Ion transport is essential for sperm physiology, being involved in sperm-cell differentiation and maturation, motility activation, chemotaxis towards the oocyte, and fertilization, as well as in sperm adaptation to the surrounding medium. In mammals, the flux of calcium (Ca²⁺) and bicarbonate (HCO₃⁻) across the sperm plasma membrane has been extensively reported, due to the relevance of both ions as second messengers triggering sperm capacitation in the female tract. However, other ions such as potassium (K⁺), sodium (Na⁺), chloride (Cl⁻), and hydrogen (H⁺) are also relevant to male fertility, not only during sperm capacitation but also throughout spermiogenesis and epididymal maturation and upon ejaculation. The plasma membrane of mature sperm contains a high diversity of ion transporters belonging to different protein families and showing different ion affinity, regulation mechanisms, and functional multiplicity.

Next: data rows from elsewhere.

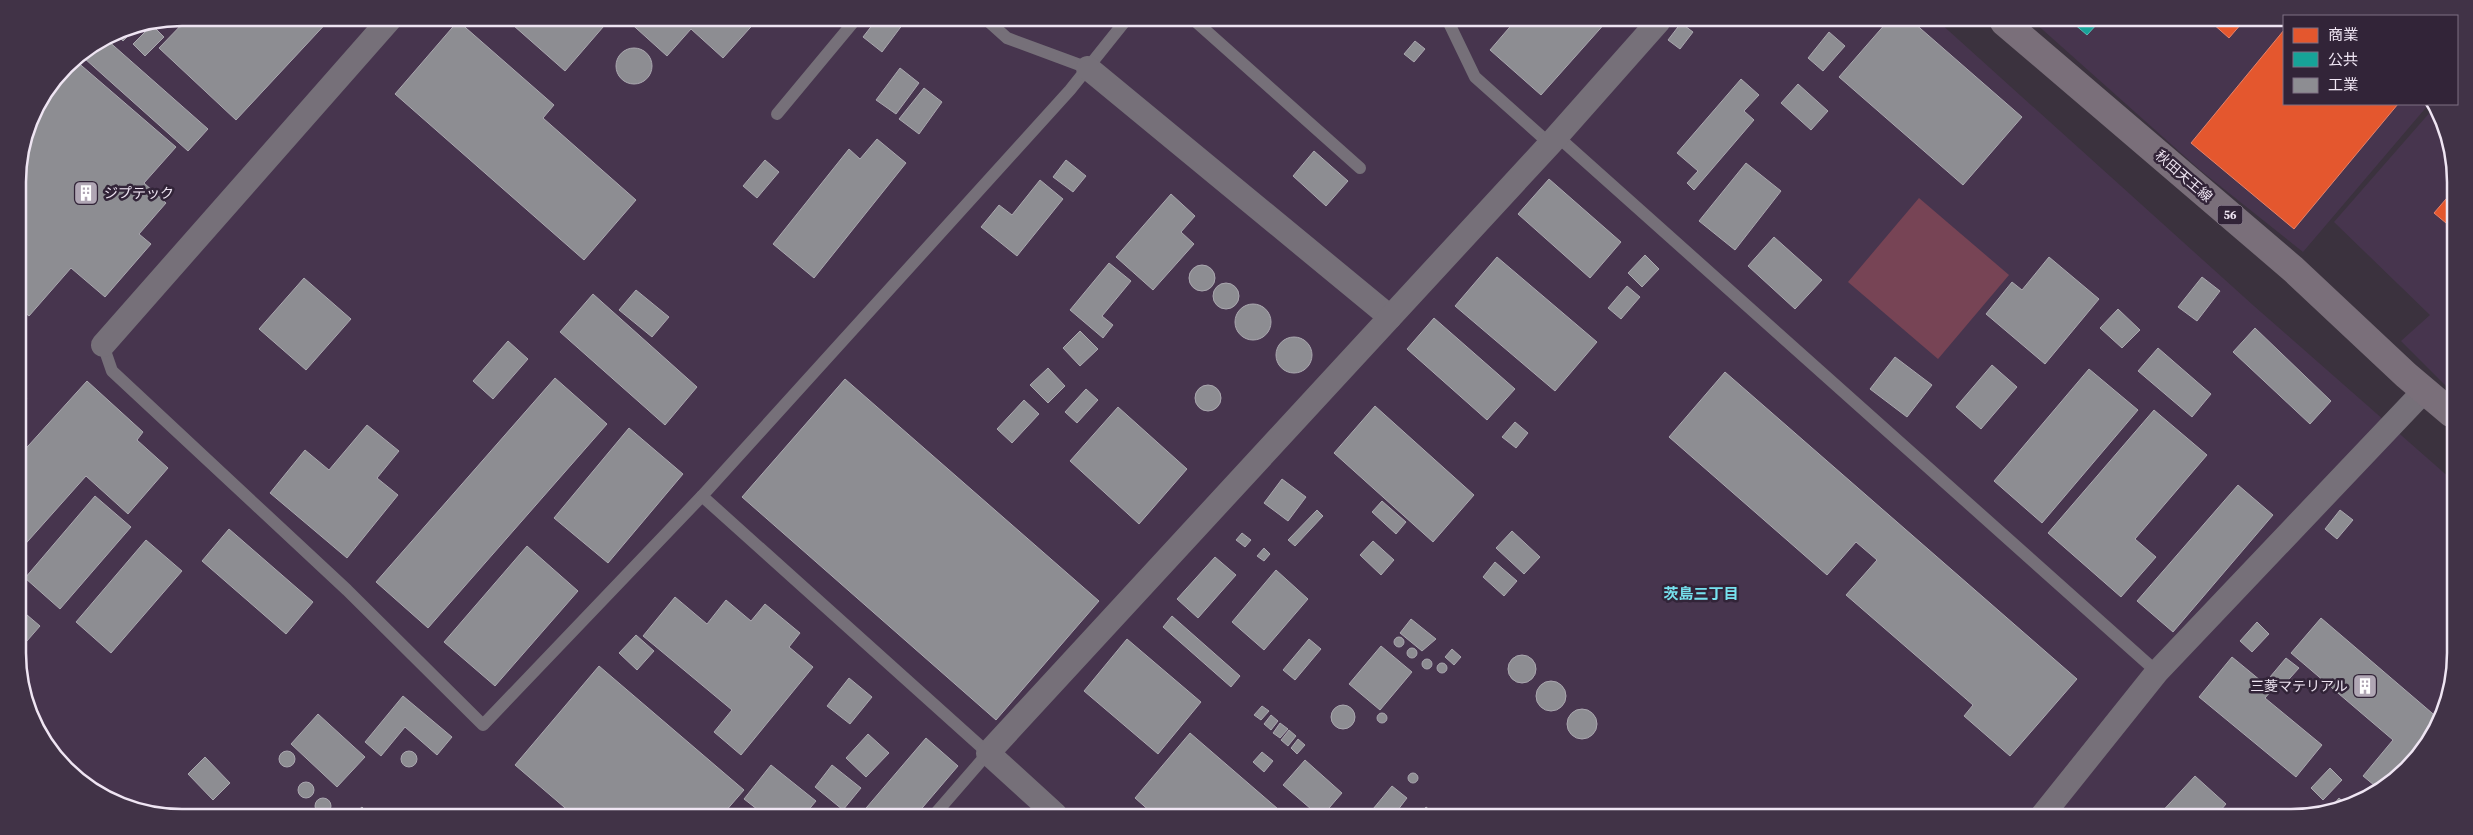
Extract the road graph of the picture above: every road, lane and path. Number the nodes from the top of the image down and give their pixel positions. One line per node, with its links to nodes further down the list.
1 (384, 26): 14 (street)
2 (850, 26): 10 (lane)
3 (994, 26): 9 (lane)
4 (1121, 26): 9 (lane)
5 (1201, 26): 12 (lane)
6 (1450, 26): 11 (lane)
7 (1655, 26): 11 (street)
8 (2009, 26): 15 (main road, 秋田天王線 / 56)
9 (1088, 68): 13 (street); 17 (lane)
10 (777, 114)
11 (1553, 140): 13 (street); 18 (lane)
12 (1360, 168)
13 (1390, 317): 19 (street)
14 (103, 345): 17 (lane)
15 (2425, 390): 16 (main road, 秋田天王線 / 56); 18 (street)
16 (2447, 409)
17 (702, 496): 19 (lane)
18 (2157, 672): 20 (street)
19 (988, 753): 21 (lane); 22 (street)
20 (2047, 808)
21 (940, 809)
22 (1049, 809)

Interestingly, some types of ion channels are present in most species but differing in their content and regulation mechanisms, thus highlighting that sperm physiology is species-specific.

Recent evidence also highlights the relevance of ion transport in male fertility in nonmammal species, despite further research being necessary to better understand the sperm physiology in these species.

This Special Issue of IJMS is the continuation of two previous Special Issues, “Ion Channels of Spermatozoa: Structure, Function, and Regulation Mechanisms” and “Sperm Physiology 2.0”. The quality and novelty of the publications included in both Special Issues highlight the importance of ion channels in male fertility. In this regard, the absence or dysfunction of even a single channel type may result in male subfertility or affect sperm cryotolerance; moreover, some ion channels can be used as contraception targets. The purpose of this new Special Issue is to compile the latest advances in the knowledge, and so it welcomes novel research or insightful reviews on the role of ion channels in sperm function and physiology in mammal and nonmammal species. Submissions dealing with the effects of pathologies or sperm processing in ion channel function, as well as comparisons of ion channel content and function between species, are also welcomed.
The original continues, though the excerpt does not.